Length scale control for level set-based topology optimization through spread skeletons

Abstract

This paper presents an efficient and easy-to-implement method for imposing feature size in level set-based topology optimization. A minimum length scale is enforced via a penalty based on a spread skeleton that captures the location of the skeleton and the required distance to it. The skeleton is constructed using first-order gradient information by solving a heat conduction problem and smoothing the resulting gradient with a PDE-based filter. Unlike other approaches, the method does not require to carry out integration over the skeleton, construct additional integration domains, or build an accurate distance from the skeleton. The work focuses on the generation of spread skeletons and the influence of the formulated penalty on optimization results. The design geometry is represented by a level set function, and structural responses are predicted using the extended finite element method. Optimization problems are solved using gradient-based algorithms, and the sensitivity analysis is performed with the adjoint approach.
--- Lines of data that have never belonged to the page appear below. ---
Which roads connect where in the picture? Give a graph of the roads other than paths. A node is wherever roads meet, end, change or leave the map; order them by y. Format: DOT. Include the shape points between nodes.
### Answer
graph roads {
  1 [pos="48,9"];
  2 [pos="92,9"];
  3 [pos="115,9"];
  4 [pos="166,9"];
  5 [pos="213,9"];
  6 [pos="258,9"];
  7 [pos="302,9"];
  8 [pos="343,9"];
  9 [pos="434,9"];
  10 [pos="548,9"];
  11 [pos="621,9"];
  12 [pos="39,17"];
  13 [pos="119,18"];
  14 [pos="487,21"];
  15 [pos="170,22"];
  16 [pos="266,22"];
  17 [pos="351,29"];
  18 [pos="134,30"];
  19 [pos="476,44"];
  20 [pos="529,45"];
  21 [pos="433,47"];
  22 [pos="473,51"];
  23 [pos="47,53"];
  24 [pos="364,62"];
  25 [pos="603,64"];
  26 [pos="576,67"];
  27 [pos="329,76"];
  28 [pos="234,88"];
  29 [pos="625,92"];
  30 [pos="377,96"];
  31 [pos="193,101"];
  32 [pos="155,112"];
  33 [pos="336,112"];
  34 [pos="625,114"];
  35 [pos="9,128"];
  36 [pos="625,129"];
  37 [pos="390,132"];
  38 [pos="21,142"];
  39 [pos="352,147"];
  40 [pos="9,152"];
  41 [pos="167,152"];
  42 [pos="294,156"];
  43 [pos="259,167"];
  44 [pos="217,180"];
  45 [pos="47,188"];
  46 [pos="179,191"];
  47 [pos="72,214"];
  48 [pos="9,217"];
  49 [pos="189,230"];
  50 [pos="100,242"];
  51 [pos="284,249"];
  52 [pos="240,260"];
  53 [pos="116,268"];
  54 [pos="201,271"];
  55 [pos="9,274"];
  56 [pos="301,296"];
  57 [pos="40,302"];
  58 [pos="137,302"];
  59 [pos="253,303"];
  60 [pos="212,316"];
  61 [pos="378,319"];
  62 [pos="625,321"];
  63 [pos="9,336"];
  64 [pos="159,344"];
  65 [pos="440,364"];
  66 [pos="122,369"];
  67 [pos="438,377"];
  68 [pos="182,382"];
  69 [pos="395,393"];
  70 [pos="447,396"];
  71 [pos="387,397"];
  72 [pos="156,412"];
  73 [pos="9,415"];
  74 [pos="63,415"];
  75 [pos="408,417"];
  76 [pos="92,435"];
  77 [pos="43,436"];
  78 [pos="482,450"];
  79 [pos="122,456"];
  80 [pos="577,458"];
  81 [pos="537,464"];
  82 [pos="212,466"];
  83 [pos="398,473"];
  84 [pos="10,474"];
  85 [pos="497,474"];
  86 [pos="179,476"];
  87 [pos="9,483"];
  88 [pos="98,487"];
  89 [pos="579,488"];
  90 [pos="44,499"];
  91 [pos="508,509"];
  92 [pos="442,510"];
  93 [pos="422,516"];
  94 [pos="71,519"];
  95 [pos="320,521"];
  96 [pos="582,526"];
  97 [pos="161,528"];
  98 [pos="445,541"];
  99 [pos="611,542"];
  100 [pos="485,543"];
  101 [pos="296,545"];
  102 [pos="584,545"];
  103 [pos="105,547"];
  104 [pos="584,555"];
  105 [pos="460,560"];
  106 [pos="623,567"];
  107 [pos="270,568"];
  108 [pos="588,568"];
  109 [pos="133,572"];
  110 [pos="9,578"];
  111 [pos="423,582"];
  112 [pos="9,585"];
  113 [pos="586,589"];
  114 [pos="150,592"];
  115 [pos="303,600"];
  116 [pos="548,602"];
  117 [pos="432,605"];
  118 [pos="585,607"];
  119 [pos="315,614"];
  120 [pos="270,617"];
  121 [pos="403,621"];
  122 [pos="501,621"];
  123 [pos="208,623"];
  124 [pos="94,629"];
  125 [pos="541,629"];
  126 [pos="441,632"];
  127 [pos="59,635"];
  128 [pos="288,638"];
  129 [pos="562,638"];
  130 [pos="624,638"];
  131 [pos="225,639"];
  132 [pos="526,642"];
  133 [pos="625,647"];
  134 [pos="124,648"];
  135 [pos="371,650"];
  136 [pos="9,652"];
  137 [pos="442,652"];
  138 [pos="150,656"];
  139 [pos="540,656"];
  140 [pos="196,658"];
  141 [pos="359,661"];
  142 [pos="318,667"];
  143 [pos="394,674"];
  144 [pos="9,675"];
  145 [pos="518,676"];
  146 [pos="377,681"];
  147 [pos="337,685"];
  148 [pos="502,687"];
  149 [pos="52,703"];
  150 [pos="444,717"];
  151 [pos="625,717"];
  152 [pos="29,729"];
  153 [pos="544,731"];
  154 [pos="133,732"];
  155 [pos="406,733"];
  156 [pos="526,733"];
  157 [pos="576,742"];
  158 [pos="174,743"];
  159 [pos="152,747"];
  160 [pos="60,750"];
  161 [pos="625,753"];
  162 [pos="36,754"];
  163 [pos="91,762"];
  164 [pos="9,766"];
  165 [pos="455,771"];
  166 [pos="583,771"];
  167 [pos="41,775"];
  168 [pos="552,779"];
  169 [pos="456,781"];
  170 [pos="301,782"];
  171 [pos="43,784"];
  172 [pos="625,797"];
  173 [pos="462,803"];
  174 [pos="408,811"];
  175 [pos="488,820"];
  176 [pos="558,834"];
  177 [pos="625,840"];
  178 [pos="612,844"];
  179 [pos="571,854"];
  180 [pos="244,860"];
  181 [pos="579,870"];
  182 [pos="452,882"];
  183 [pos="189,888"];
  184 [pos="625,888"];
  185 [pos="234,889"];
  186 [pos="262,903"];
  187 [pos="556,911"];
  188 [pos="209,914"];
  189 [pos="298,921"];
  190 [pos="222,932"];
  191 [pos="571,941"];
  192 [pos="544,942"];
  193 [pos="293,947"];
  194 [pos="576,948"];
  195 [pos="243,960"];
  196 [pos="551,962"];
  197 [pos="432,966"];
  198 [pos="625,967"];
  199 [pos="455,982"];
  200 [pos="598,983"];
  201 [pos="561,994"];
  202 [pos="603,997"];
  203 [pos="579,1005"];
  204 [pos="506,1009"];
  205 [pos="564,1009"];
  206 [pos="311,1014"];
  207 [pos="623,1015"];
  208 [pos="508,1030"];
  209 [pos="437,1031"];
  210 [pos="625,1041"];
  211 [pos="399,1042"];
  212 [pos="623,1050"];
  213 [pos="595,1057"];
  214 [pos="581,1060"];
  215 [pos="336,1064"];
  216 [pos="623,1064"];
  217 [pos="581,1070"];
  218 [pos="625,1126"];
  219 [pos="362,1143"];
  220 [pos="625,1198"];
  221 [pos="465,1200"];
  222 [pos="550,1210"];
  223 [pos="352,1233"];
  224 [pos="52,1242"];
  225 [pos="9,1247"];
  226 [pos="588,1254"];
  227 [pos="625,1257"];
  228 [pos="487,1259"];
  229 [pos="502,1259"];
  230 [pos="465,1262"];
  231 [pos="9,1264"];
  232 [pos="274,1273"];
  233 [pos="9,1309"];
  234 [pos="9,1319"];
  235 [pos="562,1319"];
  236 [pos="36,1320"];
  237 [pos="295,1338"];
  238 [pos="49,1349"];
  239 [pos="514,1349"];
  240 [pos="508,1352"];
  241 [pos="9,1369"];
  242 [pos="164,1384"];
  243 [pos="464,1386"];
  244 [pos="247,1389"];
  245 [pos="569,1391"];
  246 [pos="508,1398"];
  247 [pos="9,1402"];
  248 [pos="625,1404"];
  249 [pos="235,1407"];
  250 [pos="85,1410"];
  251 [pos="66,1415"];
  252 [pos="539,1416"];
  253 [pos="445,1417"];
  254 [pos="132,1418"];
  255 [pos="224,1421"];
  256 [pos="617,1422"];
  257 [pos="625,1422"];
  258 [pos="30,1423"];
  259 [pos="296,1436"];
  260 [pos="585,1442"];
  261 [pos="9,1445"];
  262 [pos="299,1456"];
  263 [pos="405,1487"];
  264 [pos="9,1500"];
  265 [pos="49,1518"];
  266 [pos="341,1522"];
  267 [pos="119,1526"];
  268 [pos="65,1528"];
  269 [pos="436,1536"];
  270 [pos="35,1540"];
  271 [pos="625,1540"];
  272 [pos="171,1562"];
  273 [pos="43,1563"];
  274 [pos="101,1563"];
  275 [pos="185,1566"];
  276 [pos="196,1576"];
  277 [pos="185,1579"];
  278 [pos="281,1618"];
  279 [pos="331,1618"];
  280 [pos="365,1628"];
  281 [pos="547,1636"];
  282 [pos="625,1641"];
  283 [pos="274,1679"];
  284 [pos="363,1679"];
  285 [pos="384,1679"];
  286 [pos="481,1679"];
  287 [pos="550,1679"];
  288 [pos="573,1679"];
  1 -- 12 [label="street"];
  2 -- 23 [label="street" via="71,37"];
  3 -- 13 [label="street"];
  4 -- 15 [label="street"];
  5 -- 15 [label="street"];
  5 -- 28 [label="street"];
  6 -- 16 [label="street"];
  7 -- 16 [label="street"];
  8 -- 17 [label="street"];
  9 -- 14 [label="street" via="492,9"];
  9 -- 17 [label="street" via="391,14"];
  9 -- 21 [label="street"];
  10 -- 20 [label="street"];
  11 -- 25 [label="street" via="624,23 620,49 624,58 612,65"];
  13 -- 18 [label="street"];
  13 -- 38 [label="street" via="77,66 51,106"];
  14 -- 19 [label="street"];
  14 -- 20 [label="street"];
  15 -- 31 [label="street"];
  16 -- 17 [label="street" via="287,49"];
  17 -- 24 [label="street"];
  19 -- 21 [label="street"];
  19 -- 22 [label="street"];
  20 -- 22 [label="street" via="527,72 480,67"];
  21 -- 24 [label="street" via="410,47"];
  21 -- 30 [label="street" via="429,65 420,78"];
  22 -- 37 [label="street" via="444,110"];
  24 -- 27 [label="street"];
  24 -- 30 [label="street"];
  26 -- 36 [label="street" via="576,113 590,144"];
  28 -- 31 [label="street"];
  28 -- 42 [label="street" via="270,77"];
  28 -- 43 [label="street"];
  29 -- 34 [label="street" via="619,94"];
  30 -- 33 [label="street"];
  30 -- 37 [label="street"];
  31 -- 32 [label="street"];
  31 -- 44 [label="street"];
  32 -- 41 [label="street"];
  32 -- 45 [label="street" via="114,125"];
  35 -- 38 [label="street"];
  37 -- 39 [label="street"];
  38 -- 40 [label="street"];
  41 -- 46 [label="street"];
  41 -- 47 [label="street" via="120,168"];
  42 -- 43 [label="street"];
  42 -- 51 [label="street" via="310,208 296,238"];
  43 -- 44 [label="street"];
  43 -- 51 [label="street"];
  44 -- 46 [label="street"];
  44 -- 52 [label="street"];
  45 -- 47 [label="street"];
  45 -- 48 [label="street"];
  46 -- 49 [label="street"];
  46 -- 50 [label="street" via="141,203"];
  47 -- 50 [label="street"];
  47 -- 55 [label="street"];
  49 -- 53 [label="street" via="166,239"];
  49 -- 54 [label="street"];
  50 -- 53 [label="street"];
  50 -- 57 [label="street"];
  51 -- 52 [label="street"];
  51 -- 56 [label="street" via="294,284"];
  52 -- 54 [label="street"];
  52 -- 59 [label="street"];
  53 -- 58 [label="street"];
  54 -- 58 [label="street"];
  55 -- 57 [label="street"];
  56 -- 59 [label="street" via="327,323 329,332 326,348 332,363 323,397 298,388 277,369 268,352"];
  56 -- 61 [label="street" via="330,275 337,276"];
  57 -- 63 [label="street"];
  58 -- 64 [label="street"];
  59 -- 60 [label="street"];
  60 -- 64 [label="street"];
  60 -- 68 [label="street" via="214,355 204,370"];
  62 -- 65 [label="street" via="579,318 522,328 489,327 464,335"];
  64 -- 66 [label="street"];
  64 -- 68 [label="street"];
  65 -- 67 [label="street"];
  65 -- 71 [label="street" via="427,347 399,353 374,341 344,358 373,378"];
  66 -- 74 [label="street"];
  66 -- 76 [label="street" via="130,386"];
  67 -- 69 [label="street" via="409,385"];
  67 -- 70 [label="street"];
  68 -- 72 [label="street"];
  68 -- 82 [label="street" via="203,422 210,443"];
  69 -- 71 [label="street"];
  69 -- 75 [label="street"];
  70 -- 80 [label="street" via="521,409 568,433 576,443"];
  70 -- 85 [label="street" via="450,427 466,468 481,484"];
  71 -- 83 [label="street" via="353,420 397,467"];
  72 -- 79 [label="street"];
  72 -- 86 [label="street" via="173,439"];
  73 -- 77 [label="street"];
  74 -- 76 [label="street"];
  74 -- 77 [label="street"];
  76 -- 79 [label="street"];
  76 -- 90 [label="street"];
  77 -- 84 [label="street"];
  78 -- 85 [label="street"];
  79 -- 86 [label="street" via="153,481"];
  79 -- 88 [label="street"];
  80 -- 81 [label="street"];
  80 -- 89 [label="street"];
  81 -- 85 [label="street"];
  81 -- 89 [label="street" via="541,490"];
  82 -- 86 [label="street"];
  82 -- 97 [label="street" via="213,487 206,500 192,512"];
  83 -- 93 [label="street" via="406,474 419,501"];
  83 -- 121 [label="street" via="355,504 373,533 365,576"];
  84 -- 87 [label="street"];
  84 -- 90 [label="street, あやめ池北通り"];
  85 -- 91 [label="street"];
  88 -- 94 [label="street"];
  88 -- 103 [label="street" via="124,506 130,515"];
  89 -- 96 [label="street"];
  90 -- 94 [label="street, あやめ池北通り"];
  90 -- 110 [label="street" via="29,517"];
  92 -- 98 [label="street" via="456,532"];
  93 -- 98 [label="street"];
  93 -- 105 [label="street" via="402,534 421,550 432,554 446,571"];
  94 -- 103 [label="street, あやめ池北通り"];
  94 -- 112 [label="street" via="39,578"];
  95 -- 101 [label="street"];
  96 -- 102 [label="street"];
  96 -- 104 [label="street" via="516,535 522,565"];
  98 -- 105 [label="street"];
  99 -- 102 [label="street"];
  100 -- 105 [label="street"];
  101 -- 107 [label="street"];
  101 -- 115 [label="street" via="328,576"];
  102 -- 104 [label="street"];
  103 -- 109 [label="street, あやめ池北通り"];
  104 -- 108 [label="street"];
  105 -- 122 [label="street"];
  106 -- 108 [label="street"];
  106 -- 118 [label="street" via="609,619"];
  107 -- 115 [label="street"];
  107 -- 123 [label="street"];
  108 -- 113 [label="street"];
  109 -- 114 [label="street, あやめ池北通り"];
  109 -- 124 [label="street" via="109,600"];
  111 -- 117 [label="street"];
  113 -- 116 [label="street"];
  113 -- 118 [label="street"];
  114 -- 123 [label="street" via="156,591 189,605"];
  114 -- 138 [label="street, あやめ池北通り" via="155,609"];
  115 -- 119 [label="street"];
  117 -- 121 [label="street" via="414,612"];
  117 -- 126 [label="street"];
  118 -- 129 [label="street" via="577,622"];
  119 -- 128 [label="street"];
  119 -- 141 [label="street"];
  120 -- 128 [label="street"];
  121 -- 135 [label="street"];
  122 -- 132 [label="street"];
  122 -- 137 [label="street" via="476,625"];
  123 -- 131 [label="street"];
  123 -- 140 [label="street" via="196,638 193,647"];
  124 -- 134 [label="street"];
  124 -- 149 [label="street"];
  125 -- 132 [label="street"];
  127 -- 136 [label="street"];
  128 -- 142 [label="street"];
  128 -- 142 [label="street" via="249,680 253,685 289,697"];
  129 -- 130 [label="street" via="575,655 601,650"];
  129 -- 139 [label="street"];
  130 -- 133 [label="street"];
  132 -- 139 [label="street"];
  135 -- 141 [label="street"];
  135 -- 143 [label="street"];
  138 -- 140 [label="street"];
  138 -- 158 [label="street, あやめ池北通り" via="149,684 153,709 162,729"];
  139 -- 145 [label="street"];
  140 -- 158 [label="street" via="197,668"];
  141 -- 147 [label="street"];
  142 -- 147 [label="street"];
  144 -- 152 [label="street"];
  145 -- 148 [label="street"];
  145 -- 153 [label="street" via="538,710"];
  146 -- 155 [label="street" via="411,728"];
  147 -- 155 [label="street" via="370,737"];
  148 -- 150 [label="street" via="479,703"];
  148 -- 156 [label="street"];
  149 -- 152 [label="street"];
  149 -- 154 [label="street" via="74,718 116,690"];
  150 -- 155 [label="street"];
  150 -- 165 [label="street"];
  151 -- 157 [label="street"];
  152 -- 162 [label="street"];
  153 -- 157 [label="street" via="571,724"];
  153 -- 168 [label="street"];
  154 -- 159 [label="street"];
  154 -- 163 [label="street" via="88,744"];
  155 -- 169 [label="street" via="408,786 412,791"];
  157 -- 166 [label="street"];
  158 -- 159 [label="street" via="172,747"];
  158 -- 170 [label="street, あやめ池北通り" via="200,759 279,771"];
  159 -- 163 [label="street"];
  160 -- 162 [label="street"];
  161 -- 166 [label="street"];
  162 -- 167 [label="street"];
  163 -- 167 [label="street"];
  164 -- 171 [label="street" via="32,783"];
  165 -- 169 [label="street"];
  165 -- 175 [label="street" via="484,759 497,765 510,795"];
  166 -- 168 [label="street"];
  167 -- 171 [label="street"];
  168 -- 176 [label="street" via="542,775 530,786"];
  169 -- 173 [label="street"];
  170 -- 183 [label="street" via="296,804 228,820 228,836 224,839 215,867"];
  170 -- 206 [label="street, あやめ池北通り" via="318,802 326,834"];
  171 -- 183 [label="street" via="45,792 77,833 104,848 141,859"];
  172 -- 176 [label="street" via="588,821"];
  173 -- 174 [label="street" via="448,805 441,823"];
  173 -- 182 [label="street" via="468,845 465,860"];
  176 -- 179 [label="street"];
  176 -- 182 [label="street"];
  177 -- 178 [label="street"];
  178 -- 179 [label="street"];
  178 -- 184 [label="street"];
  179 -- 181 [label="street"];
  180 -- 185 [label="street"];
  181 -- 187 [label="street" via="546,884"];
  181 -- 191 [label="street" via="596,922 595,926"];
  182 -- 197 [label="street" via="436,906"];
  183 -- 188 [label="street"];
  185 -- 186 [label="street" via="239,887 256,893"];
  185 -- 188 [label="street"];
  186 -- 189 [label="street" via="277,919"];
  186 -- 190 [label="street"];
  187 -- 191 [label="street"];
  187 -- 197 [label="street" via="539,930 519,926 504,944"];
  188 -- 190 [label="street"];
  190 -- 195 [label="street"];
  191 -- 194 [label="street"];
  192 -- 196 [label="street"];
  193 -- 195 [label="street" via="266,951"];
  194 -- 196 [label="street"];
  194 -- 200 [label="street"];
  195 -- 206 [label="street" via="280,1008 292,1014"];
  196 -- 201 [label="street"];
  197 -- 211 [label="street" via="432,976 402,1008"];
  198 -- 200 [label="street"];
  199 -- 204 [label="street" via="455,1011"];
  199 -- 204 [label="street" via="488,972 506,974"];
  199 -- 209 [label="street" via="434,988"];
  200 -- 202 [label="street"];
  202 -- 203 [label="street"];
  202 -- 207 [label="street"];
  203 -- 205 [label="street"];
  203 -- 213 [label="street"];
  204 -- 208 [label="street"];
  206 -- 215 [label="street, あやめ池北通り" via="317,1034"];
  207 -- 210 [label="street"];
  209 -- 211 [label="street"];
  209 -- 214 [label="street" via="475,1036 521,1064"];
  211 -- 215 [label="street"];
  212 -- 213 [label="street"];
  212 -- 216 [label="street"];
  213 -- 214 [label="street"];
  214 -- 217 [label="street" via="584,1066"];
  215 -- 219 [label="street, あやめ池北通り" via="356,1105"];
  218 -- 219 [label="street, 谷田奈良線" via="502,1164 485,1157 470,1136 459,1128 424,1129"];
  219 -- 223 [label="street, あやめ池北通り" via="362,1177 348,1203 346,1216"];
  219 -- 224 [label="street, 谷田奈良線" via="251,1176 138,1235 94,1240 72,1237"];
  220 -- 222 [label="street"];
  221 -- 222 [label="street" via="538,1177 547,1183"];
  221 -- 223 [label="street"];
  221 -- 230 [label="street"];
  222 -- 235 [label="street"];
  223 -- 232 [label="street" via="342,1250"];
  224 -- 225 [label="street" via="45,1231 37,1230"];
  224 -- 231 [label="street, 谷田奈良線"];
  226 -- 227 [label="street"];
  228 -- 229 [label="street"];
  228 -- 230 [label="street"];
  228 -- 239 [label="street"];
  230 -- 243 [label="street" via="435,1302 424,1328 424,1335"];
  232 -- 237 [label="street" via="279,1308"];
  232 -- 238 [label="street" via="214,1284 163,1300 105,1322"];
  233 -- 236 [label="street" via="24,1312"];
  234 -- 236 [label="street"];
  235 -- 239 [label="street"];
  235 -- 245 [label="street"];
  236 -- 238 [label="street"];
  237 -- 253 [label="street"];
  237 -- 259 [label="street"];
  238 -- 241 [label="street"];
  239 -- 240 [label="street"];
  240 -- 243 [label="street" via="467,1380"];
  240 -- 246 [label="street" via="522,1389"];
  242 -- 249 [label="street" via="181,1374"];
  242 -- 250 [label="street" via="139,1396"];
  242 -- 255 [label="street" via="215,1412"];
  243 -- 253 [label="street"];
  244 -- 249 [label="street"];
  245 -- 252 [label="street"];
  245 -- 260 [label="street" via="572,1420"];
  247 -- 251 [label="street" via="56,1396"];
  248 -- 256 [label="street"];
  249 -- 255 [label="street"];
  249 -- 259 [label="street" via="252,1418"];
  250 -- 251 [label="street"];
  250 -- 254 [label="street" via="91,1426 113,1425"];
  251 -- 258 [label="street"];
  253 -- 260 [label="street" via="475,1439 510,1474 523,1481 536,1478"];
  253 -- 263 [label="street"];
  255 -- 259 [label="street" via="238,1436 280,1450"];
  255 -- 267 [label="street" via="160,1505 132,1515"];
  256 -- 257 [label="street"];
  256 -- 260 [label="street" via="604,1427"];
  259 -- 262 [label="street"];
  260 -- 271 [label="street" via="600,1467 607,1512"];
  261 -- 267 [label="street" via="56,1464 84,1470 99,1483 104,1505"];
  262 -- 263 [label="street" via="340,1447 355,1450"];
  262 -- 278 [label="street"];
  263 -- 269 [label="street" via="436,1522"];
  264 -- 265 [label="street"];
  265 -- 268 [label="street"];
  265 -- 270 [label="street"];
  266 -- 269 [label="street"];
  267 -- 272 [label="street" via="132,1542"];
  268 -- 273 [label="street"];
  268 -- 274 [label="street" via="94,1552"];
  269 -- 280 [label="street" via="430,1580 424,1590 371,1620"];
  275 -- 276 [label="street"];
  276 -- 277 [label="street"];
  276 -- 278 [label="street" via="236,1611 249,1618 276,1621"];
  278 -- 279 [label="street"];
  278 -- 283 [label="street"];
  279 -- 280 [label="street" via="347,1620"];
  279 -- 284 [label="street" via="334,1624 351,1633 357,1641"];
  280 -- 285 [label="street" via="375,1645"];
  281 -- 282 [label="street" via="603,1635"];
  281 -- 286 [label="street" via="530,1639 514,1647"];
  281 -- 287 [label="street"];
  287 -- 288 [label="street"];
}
The ability of the proposed method to accurately control length scale is demonstrated with compliance minimization problems under a volume constraint. Similarly to other feature size control schemes, the developed geometric penalty tends to inhibit topological changes, especially in two dimensions, and results in a high dependence on the initial layout. An activation strategy that successively recruits regions of the design domain based on the spread skeleton value is used to avoid early convergence to suboptimal solutions. Numerical examples demonstrate the potential of the proposed framework to generate designs exhibiting both enhanced performance and a minimum length scale.